RS: Double or single blow, the lack of a level playing field has always hit brick and mortar bookshops the hardest. One battle is as good as two. It is only now, when online stores were unable to fulfil orders, that the industry took note of the neighbourhood bookshops, who are taking great risks in delivering books to the readers’ homes.

There is indeed great optimism in these overall bleak times. We have to understand that everyone in this industry needs to look out for one another.

Have any independent bookstores shut shop during this protracted lockdown period?
RS: Not that we know of. But then there are many neighbourhood bookshops we have yet to connect with. That’s why it is so important to have this directory of indie bookshops and to work together.

What is the total number of independent bookstores in India?
LF: There is no figure available on this.
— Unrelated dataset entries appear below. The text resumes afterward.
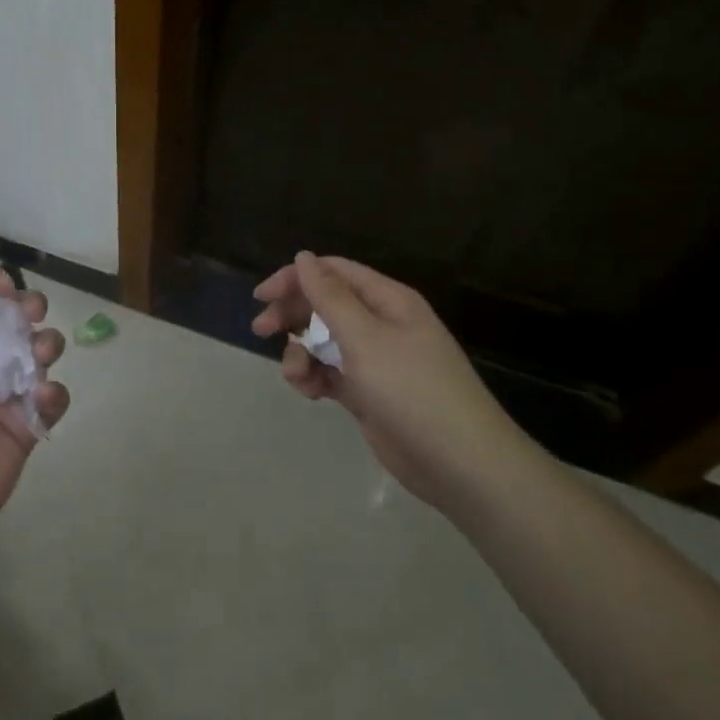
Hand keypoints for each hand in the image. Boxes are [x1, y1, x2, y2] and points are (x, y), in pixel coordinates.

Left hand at [0, 268, 68, 564]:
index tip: (6, 287)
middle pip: (14, 326)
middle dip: (29, 310)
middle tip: (33, 312)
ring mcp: (5, 398)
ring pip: (39, 357)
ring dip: (47, 345)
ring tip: (42, 354)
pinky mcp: (27, 428)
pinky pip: (52, 400)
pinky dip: (54, 393)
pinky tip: (41, 398)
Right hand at [251, 252, 521, 506]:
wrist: (459, 463)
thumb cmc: (412, 390)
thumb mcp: (365, 338)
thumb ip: (329, 297)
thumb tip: (304, 257)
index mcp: (387, 300)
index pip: (333, 272)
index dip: (295, 278)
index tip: (261, 296)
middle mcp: (381, 323)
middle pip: (325, 305)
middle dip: (292, 315)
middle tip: (261, 330)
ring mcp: (375, 360)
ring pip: (323, 341)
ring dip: (301, 353)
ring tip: (297, 376)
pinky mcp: (368, 392)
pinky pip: (330, 372)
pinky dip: (315, 378)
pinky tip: (312, 393)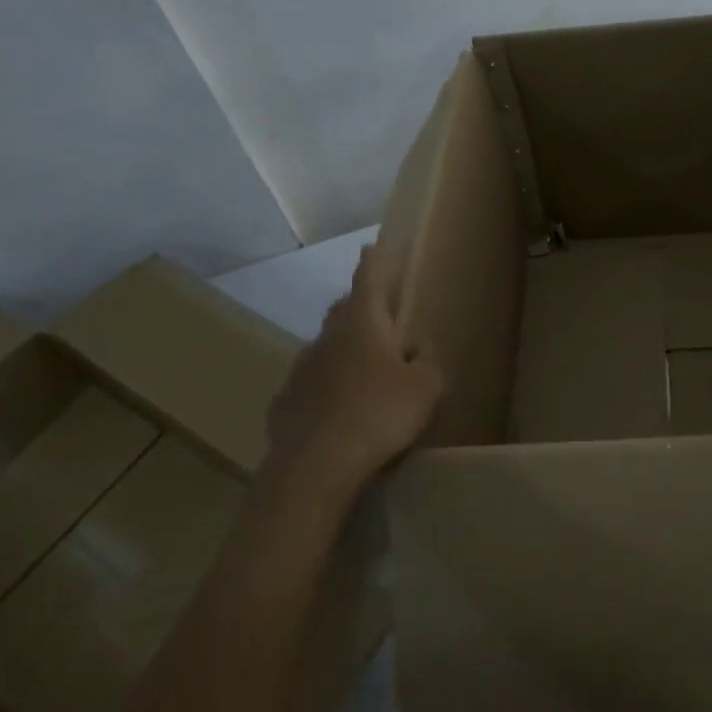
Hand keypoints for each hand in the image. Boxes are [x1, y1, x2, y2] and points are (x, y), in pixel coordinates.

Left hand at [264, 243, 441, 502]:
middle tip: (379, 320)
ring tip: (363, 376)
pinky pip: (311, 386)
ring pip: (326, 350)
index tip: (370, 246)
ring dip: (343, 354)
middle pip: (342, 313)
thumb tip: (416, 350)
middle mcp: (327, 338)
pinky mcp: (285, 403)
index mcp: (362, 324)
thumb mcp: (426, 387)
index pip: (367, 281)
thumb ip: (426, 362)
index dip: (372, 263)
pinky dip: (326, 390)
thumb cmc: (380, 415)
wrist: (316, 465)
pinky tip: (338, 414)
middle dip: (358, 309)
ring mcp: (300, 370)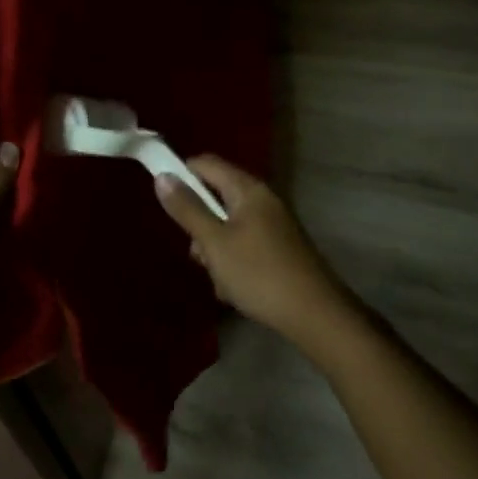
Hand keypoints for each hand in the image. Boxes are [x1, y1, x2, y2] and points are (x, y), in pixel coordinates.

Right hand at [154, 156, 355, 350]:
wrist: (315, 314)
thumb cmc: (259, 273)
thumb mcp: (215, 243)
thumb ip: (188, 209)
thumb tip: (162, 176)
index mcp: (248, 190)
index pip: (207, 164)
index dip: (181, 173)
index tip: (164, 200)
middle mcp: (262, 200)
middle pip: (216, 197)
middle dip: (199, 225)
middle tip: (198, 254)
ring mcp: (273, 225)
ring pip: (227, 227)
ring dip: (214, 250)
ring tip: (219, 279)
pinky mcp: (278, 249)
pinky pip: (243, 246)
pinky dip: (232, 263)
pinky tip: (234, 290)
RS: Yes, we don’t know for sure. What we do know is that every neighbourhood and community should have one. And with all independent bookshops together under IBAI, we sure hope we can support, nurture and realise this dream, one bookstore at a time.
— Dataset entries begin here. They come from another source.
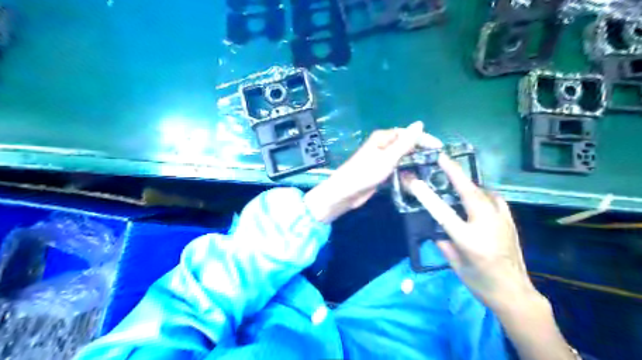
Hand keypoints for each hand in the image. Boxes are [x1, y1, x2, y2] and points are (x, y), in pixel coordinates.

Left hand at [304, 123, 436, 223]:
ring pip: (402, 157)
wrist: (346, 192)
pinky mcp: (380, 171)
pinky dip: (406, 171)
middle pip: (406, 144)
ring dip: (414, 162)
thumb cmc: (366, 173)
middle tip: (437, 161)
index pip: (408, 133)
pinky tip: (416, 177)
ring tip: (431, 169)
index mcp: (383, 138)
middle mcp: (383, 145)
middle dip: (421, 151)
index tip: (439, 148)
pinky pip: (397, 167)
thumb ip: (405, 142)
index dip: (424, 139)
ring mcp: (381, 159)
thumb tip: (420, 123)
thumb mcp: (388, 157)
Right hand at [405, 156, 539, 310]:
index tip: (415, 181)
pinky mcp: (510, 220)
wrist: (515, 292)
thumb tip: (434, 226)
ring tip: (453, 174)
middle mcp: (486, 225)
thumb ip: (442, 242)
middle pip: (468, 191)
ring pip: (482, 191)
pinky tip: (475, 193)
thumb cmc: (480, 282)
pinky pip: (493, 198)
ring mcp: (501, 220)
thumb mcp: (455, 265)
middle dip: (453, 171)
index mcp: (469, 240)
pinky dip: (481, 191)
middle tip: (441, 157)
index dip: (427, 196)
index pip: (443, 212)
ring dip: (466, 181)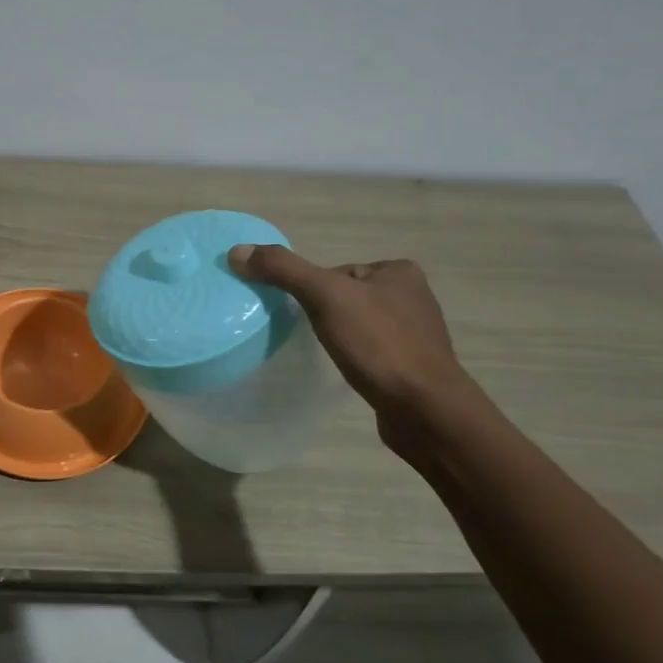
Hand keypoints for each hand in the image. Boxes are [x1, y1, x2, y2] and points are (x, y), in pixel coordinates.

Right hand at [228, 245, 469, 423]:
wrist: (425, 410)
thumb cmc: (378, 345)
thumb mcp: (325, 297)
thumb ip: (283, 270)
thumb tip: (237, 251)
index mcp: (398, 271)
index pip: (335, 272)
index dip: (310, 291)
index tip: (302, 314)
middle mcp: (413, 296)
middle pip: (344, 297)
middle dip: (324, 314)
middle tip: (308, 336)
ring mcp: (416, 333)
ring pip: (357, 325)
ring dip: (339, 337)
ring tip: (327, 355)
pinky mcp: (413, 366)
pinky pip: (371, 352)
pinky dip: (355, 358)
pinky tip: (349, 371)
Do I sound too idealistic? Can’t help it. I’m a bookseller.

The stated objectives of IBAI

  • To be a spokesperson for its members and actively promote the role of independent bookstores in the publishing industry.
  • To be a bridge between independent bookstores and other stakeholders in the book publishing and book retail industry including institutional buyers (of books) and readers.
  • To foster a network of members who share resources and best practices.
  • To be a forum where members can voice their concerns regarding the book publishing and book retail industry.
  • To assist members grow their business by facilitation and encouraging partnerships within and outside the publishing industry.
  • To liaise with the state and central governments as a representative of its members on topics concerning laws and policies that may directly or indirectly affect the business of its members.

This series of articles on the impact of the coronavirus pandemic on publishing is curated by Kanishka Gupta.